(Saved data entries)
════════════════════

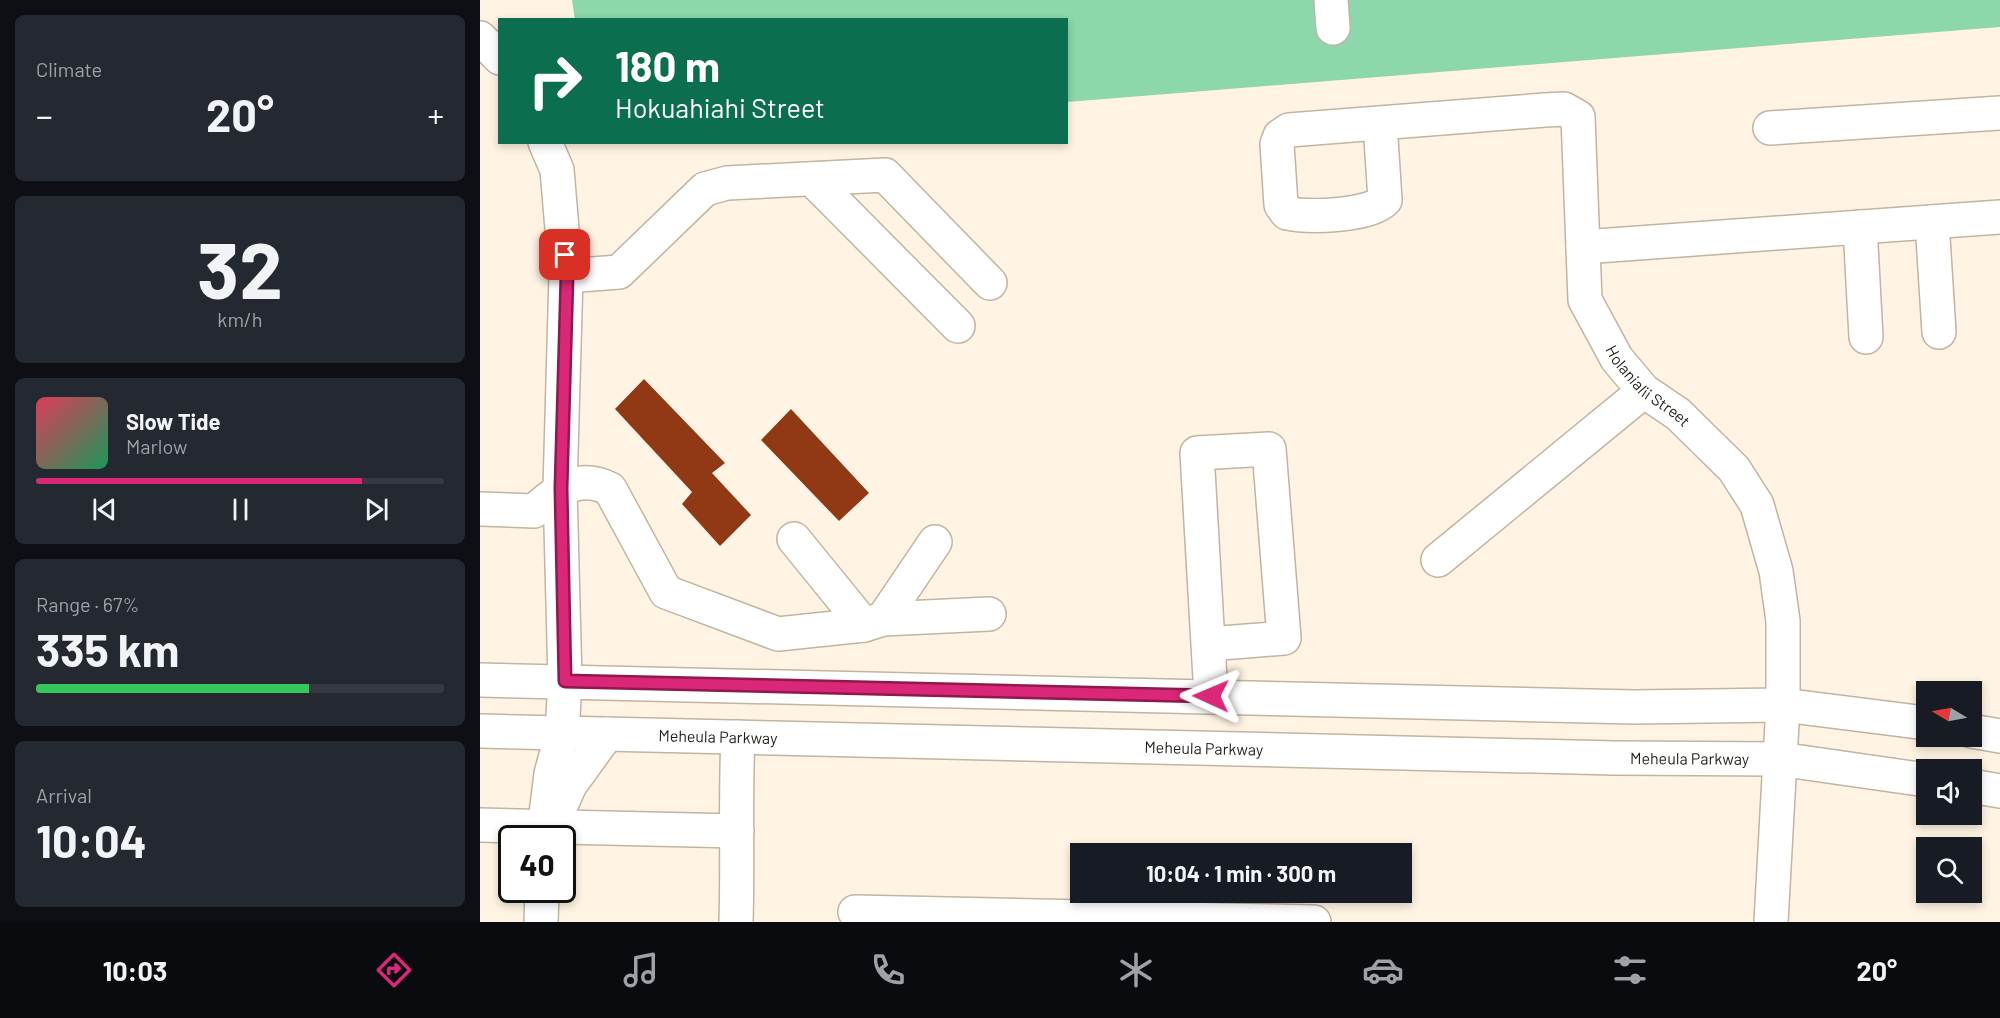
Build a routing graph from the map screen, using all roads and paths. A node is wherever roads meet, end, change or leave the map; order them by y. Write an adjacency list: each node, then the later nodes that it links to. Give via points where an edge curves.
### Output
1 (480, 38): 2 (street)
2 (498, 56)
3 (2000, 113): 5 (street)
4 (1380, 123): 4 (street, Holanialii Street, via 1289,130 1280,136 1277,144 1281,206 1287,213 1377,208 1385,200); 11 (street, Holanialii Street, via 1564,109 1578,117)
5 (1770, 128)
6 (546, 144): 12 (street, via 557,170)
7 (812, 179): 12 (street, via 727,183 705,189 619,272); 13 (street, via 885,175); 14 (street)
8 (2000, 217): 9 (street)
9 (1932, 222): 10 (street); 15 (street)
10 (1860, 227): 11 (street); 16 (street)
11 (1583, 247): 17 (street, Holanialii Street, via 1585,300 1617,359)
12 (567, 276): 18 (street)
13 (990, 283)
14 (958, 326)
15 (1939, 332)
16 (1866, 337)
17 (1644, 391): 22 (street); 29 (street, Holanialii Street, via 1678,414 1734,469 1757,505 1776,571 1783,621)
18 (561, 488): 19 (street, via 534,512); 24 (street, via 594,481 610,489 666,592 778,634); 27 (street)
19 (480, 509)
20 (794, 538): 24 (street)
21 (935, 542): 24 (street)
22 (1438, 560)
23 (989, 614): 24 (street)
24 (874, 622)
25 (1208, 644): 25 (street, via 1197,453 1269,449 1284,638); 28 (street)
26 (480, 680): 27 (street)
27 (565, 681): 28 (street); 32 (street)
28 (1211, 696): 29 (street, via 1634,707)
29 (1783, 705): 30 (street); 37 (street, Holanialii Street)
30 (1916, 722)
31 (480, 731): 32 (street, Meheula Parkway)
32 (562, 733): 34 (street, Meheula Parkway); 42 (street)
33 (1982, 733): 35 (street)
34 (607, 734): 36 (street, Meheula Parkway); 43 (street)
35 (2000, 736)
36 (738, 737): 37 (street, Meheula Parkway); 46 (street)
37 (1780, 759): 38 (street, Meheula Parkway); 55 (street, Holanialii Street)
38 (1916, 779)
39 (1982, 788): 40 (street)
40 (2000, 791)
41 (480, 825): 44 (street)
42 (543, 825)
43 (546, 825)
44 (498, 826)
45 (576, 829): 46 (street)
46 (737, 831): 53 (street)
47 (542, 903): 52 (street)
48 (855, 912): 49 (street)
49 (938, 918): 50 (street)
50 (1100, 920): 51 (street)
51 (1263, 921): 54 (street)
52 (541, 922)
53 (736, 922)
54 (1314, 922)
55 (1771, 922)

════════════════════

- Task item -
If a line of the data contains "Parkway", copy it out.

- Solution below -
31 (480, 731): 32 (street, Meheula Parkway)
32 (562, 733): 34 (street, Meheula Parkway); 42 (street)
34 (607, 734): 36 (street, Meheula Parkway); 43 (street)
36 (738, 737): 37 (street, Meheula Parkway); 46 (street)
37 (1780, 759): 38 (street, Meheula Parkway); 55 (street, Holanialii Street)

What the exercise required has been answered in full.